- **DATASET RECORDS**:
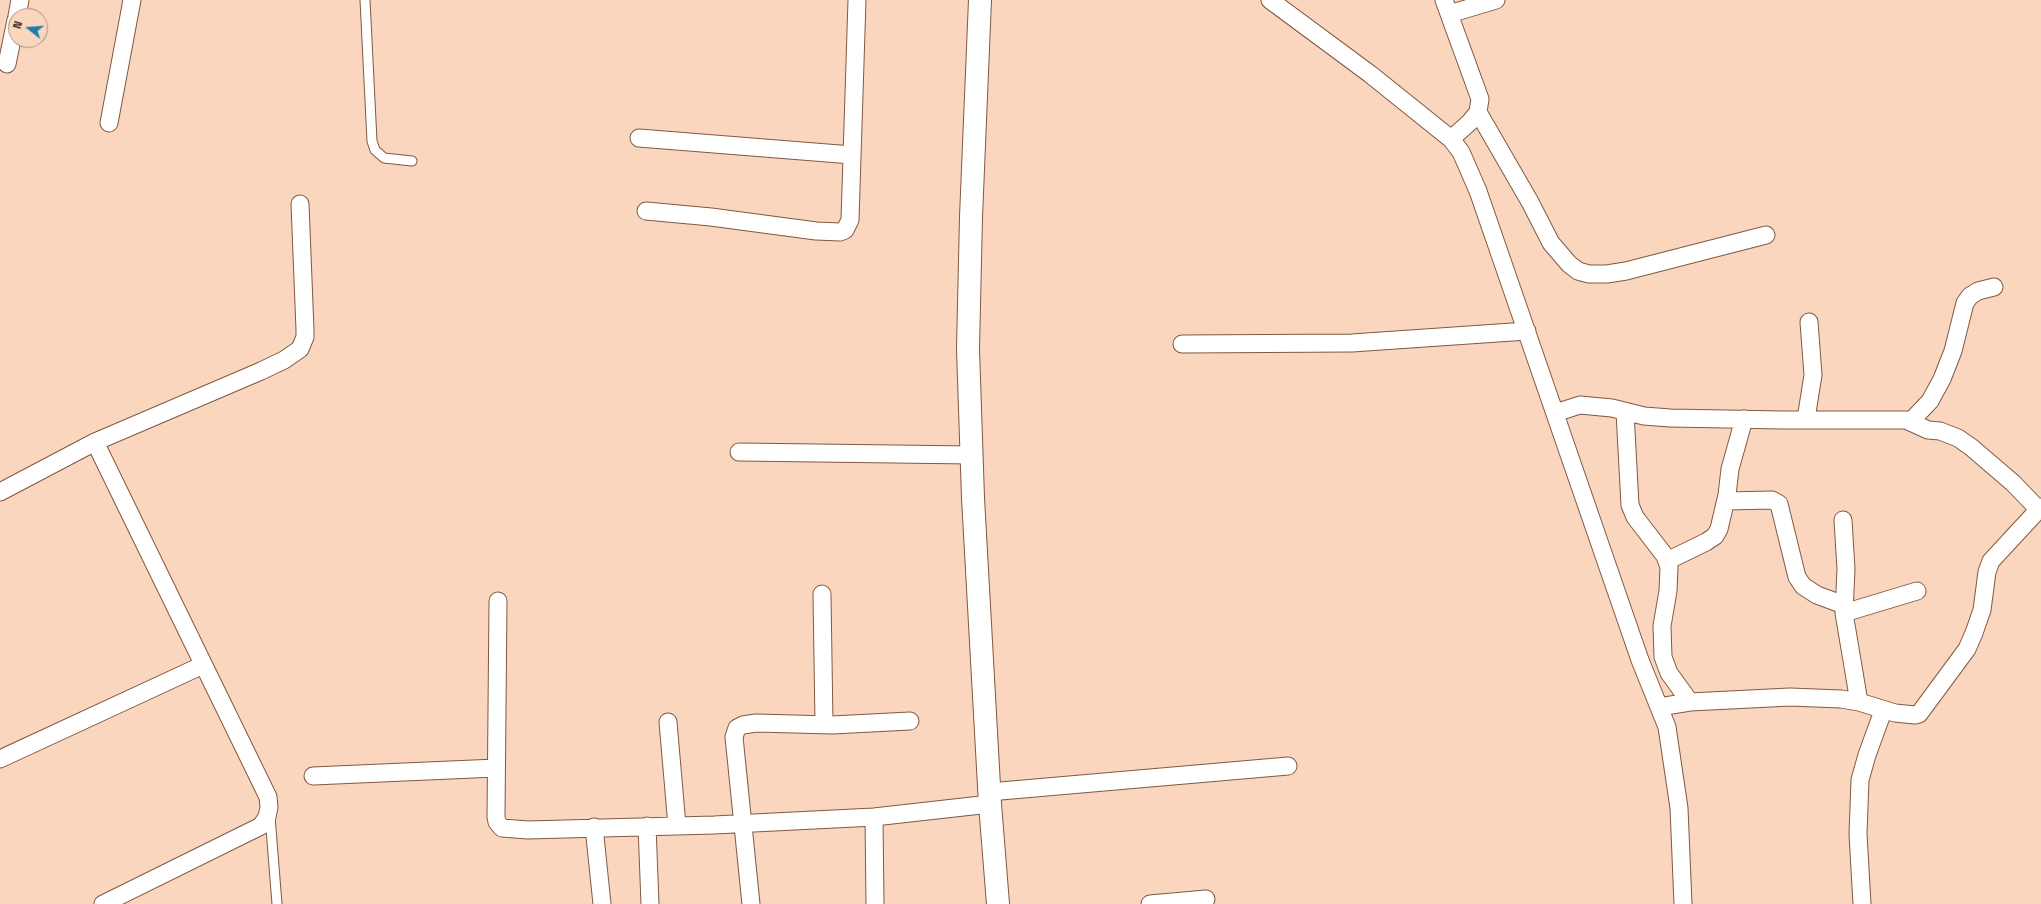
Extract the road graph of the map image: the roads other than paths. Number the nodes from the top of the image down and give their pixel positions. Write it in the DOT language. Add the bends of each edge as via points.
graph roads {
  1 [pos="132,0"];
  2 [pos="365,0"];
  3 [pos="857,0"];
  4 [pos="980,0"];
  5 [pos="1270,0"];
  6 [pos="1496,0"];
  7 [pos="1446,7"];
  8 [pos="10,48"];
  9 [pos="6,64"];
  10 [pos="1478,112"];
  11 [pos="109,123"];
  12 [pos="639,138"];
  13 [pos="1451,139"];
  14 [pos="852,155"];
  15 [pos="412,161"];
  16 [pos="300,204"];
  17 [pos="646,211"];
  18 [pos="1766,235"];
  19 [pos="1994,287"];
  20 [pos="1809,322"];
  21 [pos="1527,331"];
  22 [pos="1182,344"];
  23 [pos="1563,410"];
  24 [pos="1625,412"];
  25 [pos="1744,419"];
  26 [pos="1806,419"];
  27 [pos="1911,421"];
  28 [pos="95,442"];
  29 [pos="739,452"];
  30 [pos="972,455"];
  31 [pos="0,492"];
  32 [pos="1726,501"];
  33 [pos="2040,509"];
  34 [pos="1843,520"];
  35 [pos="1667,561"];
  36 [pos="1917,591"];
  37 [pos="822,594"];
  38 [pos="498,601"];
  39 [pos="1844,609"];
  40 [pos="203,665"];
  41 [pos="1690,702"];
  42 [pos="1859,702"];
  43 [pos="1664,706"];
  44 [pos="1883,711"];
  45 [pos="910,721"];
  46 [pos="668,722"];
  47 [pos="824,724"];
  48 [pos="0,759"];
  49 [pos="1288,766"];
  50 [pos="496,768"];
  51 [pos="313,776"];
  52 [pos="990,798"];
  53 [pos="269,807"];
  54 [pos="874,817"];
  55 [pos="744,824"];
  56 [pos="647,826"];
  57 [pos="677,826"];
  58 [pos="594,827"];
  59 [pos="1206,900"];
  60 [pos="103,904"];
  61 [pos="277,904"];
  62 [pos="602,904"];
  63 [pos="650,904"];
  64 [pos="751,904"];
  65 [pos="876,904"];
  66 [pos="998,904"];
  67 [pos="1150,904"];
  68 [pos="1683,904"];
  69 [pos="1862,904"];
  1 -- 11 [label="street"];
  2 -- 15 [label="lane" via="372,141 375,150 384,158"];
  3 -- 14 [label="street"];
  4 -- 30 [label="main road" via="968,349"];
  5 -- 13 [label="street" via="1370,74"];
  6 -- 7 [label="street"];
  7 -- 10 [label="street" via="1478,91"];
  8 -- 9 [label="street"];
  10 -- 13 [label="street"];
  10 -- 18 [label="street" via="1551,243 1578,271 1589,274 1626,272"];
  12 -- 14 [label="street"];
  13 -- 21 [label="street" via="1461,152 1478,191"];
  14 -- 17 [label="street" via="850,220 845,230 840,232"];
  16 -- 28 [label="street" via="306,330 300,349 261,371"];
  19 -- 27 [label="street" via="1978,291 1965,303 1953,351 1942,379 1930,401"];
  20 -- 26 [label="street" via="1813,375"];
  21 -- 22 [label="street" via="1352,343"];
  21 -- 23 [label="street"];
  23 -- 24 [label="street" via="1612,408"];
  23 -- 43 [label="street" via="1640,660"];
  24 -- 25 [label="street" via="1670,418"];
  24 -- 35 [label="street" via="1630,505 1635,517 1648,531"];
  25 -- 26 [label="street"];
  25 -- 32 [label="street" via="1730,469"];
  26 -- 27 [label="street"];
  27 -- 33 [label="street" via="1928,430 1958,438"];
  28 -- 31 [label="street"];
  28 -- 40 [label="street"];
  29 -- 30 [label="street"];
  30 -- 52 [label="main road"];
  32 -- 35 [label="street" via="1715,536"];
  32 -- 39 [label="street" via="1772,500 1779,504 1797,577 1803,586"];
  33 -- 44 [label="street" via="1991,562 1987,572 1982,610 1967,649 1924,709 1915,716"];
  34 -- 39 [label="street" via="1846,569"];
  35 -- 41 [label="street" via="1670,574 1662,626 1663,657 1669,673"];
  36 -- 39 [label="street"];
  37 -- 47 [label="street"];
  38 -- 50 [label="street"];
  39 -- 42 [label="street"];
  40 -- 48 [label="street"];
  40 -- 53 [label="street" via="268,797"];
  41 -- 42 [label="street" via="1790,697"];
  41 -- 43 [label="street"];
  42 -- 44 [label="street"];
  43 -- 68 [label="street" via="1679,808"];
  44 -- 69 [label="street" via="1859,786 1858,834"];
  45 -- 47 [label="street"];
  46 -- 57 [label="street"];
  47 -- 55 [label="street" via="756,723 737,728 734,737"];
  49 -- 52 [label="street"];
  50 -- 51 [label="street"];
  50 -- 58 [label="street" via="496,817 502,828 528,830"];
  52 -- 54 [label="street"];
  52 -- 66 [label="main road"];
  53 -- 60 [label="street" via="267,817 261,826"];
  53 -- 61 [label="lane"];
  54 -- 55 [label="street"];
  54 -- 65 [label="street"];
  55 -- 57 [label="street"];
  55 -- 64 [label="street"];
  56 -- 57 [label="street"];
  56 -- 58 [label="street"];
  56 -- 63 [label="street"];
  58 -- 62 [label="street"];
  59 -- 67 [label="street"];
}
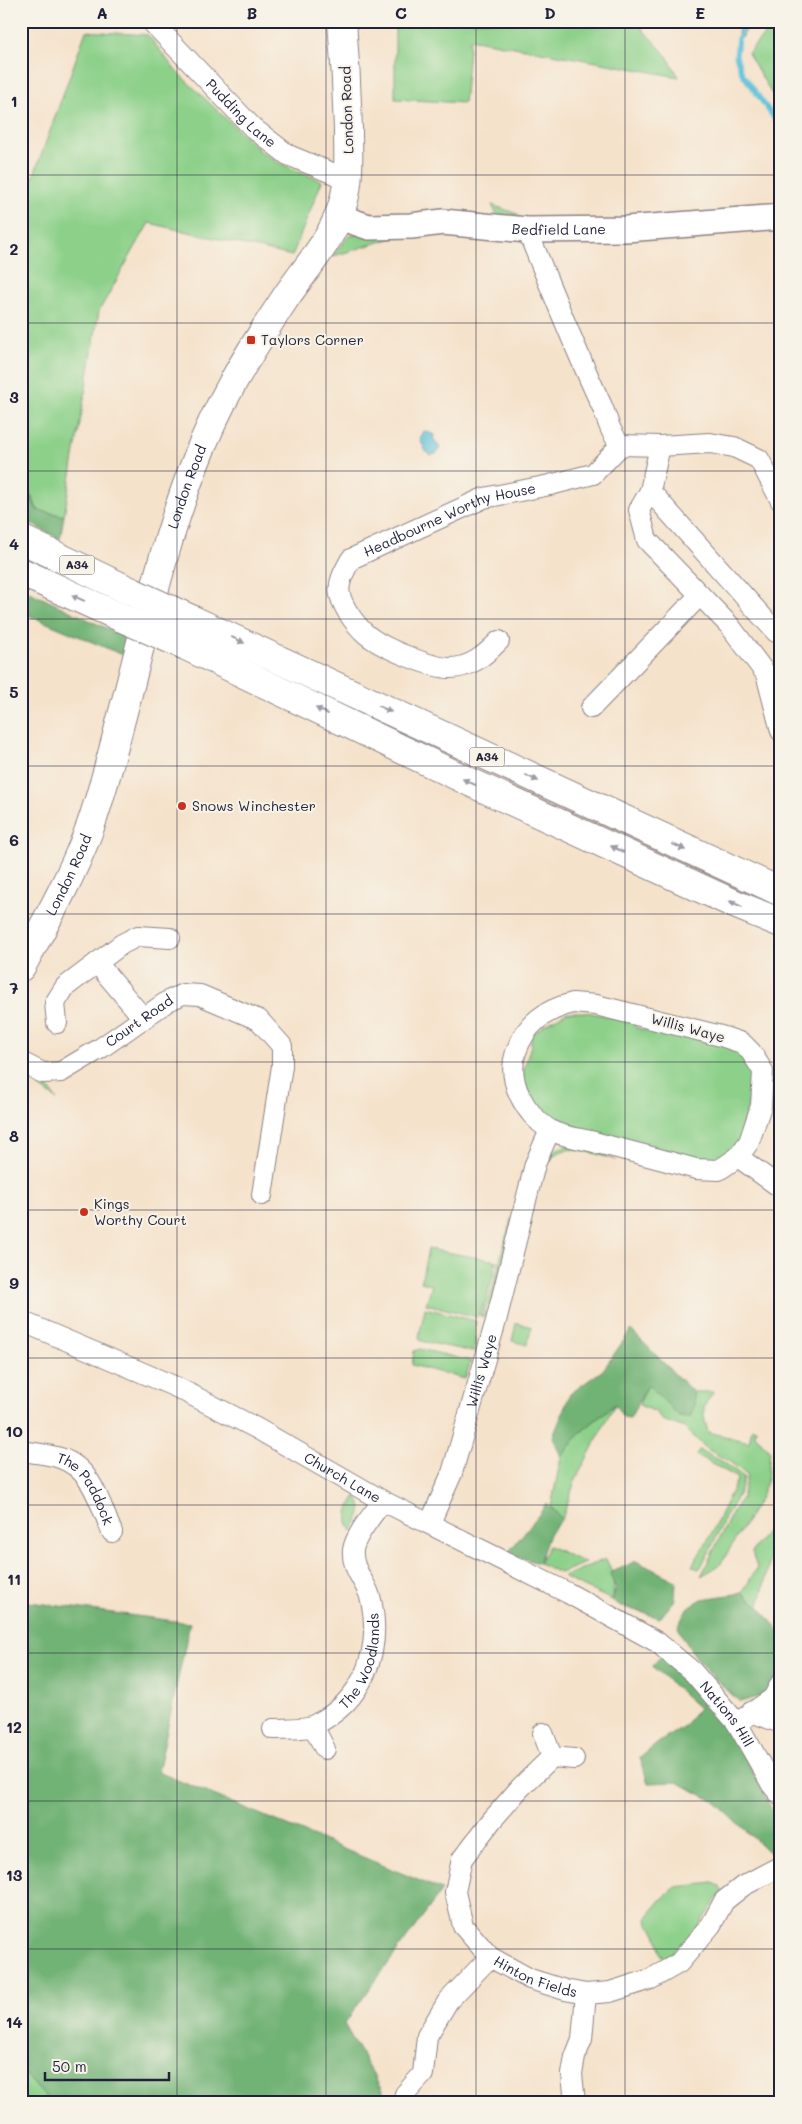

- **REQUIRED ACTION**: Output the entries verbatim but drop the images.

- **ANSWER SECTION**:
Extract the road graph of the map image: the roads other than paths. Number the nodes from the top of the image down and give their pixel positions. Write it in the DOT language. Add the bends of each edge as via points.
graph roads {
  1 [pos="132,0"];
  2 [pos="365,0"];
  3 [pos="857,0"];
  4 [pos="980,0"];
  5 [pos="1270,0"];
  6 [pos="1496,0"];
  7 [pos="1446,7"];
  8 [pos="10,48"];
  9 [pos="6,64"];
  10 [pos="1478,112"];
  11 [pos="109,123"];
  12 [pos="639,138"];
  13 [pos="1451,139"];
  14 [pos="852,155"];
  15 [pos="412,161"];
  16 [pos="300,204"];
  17 [pos="646,211"];
  18 [pos="1766,235"];
  19 [pos="1994,287"];
  20 [pos="1809,322"];
  21 [pos="1527,331"];
  22 [pos="1182,344"];
  23 [pos="1563,410"];
  24 [pos="1625,412"];
  25 [pos="1744,419"];
  26 [pos="1806,419"];
  27 [pos="1911,421"];
  28 [pos="95,442"];
  29 [pos="739,452"];
  30 [pos="972,455"];
  31 [pos="0,492"];
  32 [pos="1726,501"];
  33 [pos="2040,509"];
  34 [pos="1843,520"];
  35 [pos="1667,561"];
  36 [pos="1917,591"];
  37 [pos="822,594"];
  38 [pos="498,601"];
  39 [pos="1844,609"];
  40 [pos="203,665"];
  41 [pos="1690,702"];
  42 [pos="1859,702"];
  43 [pos="1664,706"];
  44 [pos="1883,711"];
  45 [pos="910,721"];
  46 [pos="668,722"];
  47 [pos="824,724"];
  48 [pos="0,759"];
  49 [pos="1288,766"];
  50 [pos="496,768"];
  51 [pos="313,776"];
  52 [pos="990,798"];
  53 [pos="269,807"];
  54 [pos="874,817"];
  55 [pos="744,824"];
  56 [pos="647,826"];
  57 [pos="677,826"];
  58 [pos="594,827"];
  59 [pos="1206,900"];
  60 [pos="103,904"];
  61 [pos="277,904"];
  62 [pos="602,904"];
  63 [pos="650,904"];
  64 [pos="751,904"];
  65 [pos="876,904"];
  66 [pos="998,904"];
  67 [pos="1150,904"];
  68 [pos="1683,904"];
  69 [pos="1862,904"];
  1 -- 11 [label="street"];
  2 -- 15 [label="lane" via="372,141 375,150 384,158"];
  3 -- 14 [label="street"];
  4 -- 30 [label="main road" via="968,349"];
  5 -- 13 [label="street" via="1370,74"];
  6 -- 7 [label="street"];
  7 -- 10 [label="street" via="1478,91"];
  8 -- 9 [label="street"];
  10 -- 13 [label="street"];
  10 -- 18 [label="street" via="1551,243 1578,271 1589,274 1626,272"];
  12 -- 14 [label="street"];
  13 -- 21 [label="street" via="1461,152 1478,191"];
  14 -- 17 [label="street" via="850,220 845,230 840,232"];
  16 -- 28 [label="street" via="306,330 300,349 261,371"];
  19 -- 27 [label="street" via="1978,291 1965,303 1953,351 1942,379 1930,401"];
  20 -- 26 [label="street" via="1813,375"];
  21 -- 22 [label="street" via="1352,343"];
  21 -- 23 [label="street"];
  23 -- 24 [label="street" via="1612,408"];
  23 -- 43 [label="street" via="1640,660"];
  24 -- 25 [label="street" via="1670,418"];
  24 -- 35 [label="street" via="1630,505 1635,517 1648,531"];
  25 -- 26 [label="street"];
  25 -- 32 [label="street" via="1730,469"];
  26 -- 27 [label="street"];
  27 -- 33 [label="street" via="1928,430 1958,438"];
  28 -- 31 [label="street"];
  28 -- 40 [label="street"];
  29 -- 30 [label="street"];
  30 -- 52 [label="main road"];
  32 -- 35 [label="street" via="1715,536"];
  32 -- 39 [label="street" via="1772,500 1779,504 1797,577 1803,586"];
  33 -- 44 [label="street" via="1991,562 1987,572 1982,610 1967,649 1924,709 1915,716"];
  34 -- 39 [label="street" via="1846,569"];
  35 -- 41 [label="street" via="1670,574 1662,626 1663,657 1669,673"];
  36 -- 39 [label="street"];
  37 -- 47 [label="street"];
  38 -- 50 [label="street"];
  39 -- 42 [label="street"];
  40 -- 48 [label="street"];
  40 -- 53 [label="street" via="268,797"];
  41 -- 42 [label="street" via="1790,697"];
  41 -- 43 [label="street"];
  42 -- 44 [label="street"];
  43 -- 68 [label="street" via="1679,808"];
  44 -- 69 [label="street" via="1859,786 1858,834"];
  45 -- 47 [label="street"];
  46 -- 57 [label="street"];
  47 -- 55 [label="street" via="756,723 737,728 734,737"];
  49 -- 52 [label="street"];
  50 -- 51 [label="street"];
  50 -- 58 [label="street" via="496,817 502,828 528,830"];
  52 -- 54 [label="street"];
  52 -- 66 [label="main road"];
  53 -- 60 [label="street" via="267,817 261,826"];
  53 -- 61 [label="lane"];
  54 -- 55 [label="street"];
  54 -- 65 [label="street"];
  55 -- 57 [label="street"];
  55 -- 64 [label="street"];
  56 -- 57 [label="street"];
  56 -- 58 [label="street"];
  56 -- 63 [label="street"];
  58 -- 62 [label="street"];
  59 -- 67 [label="street"];
}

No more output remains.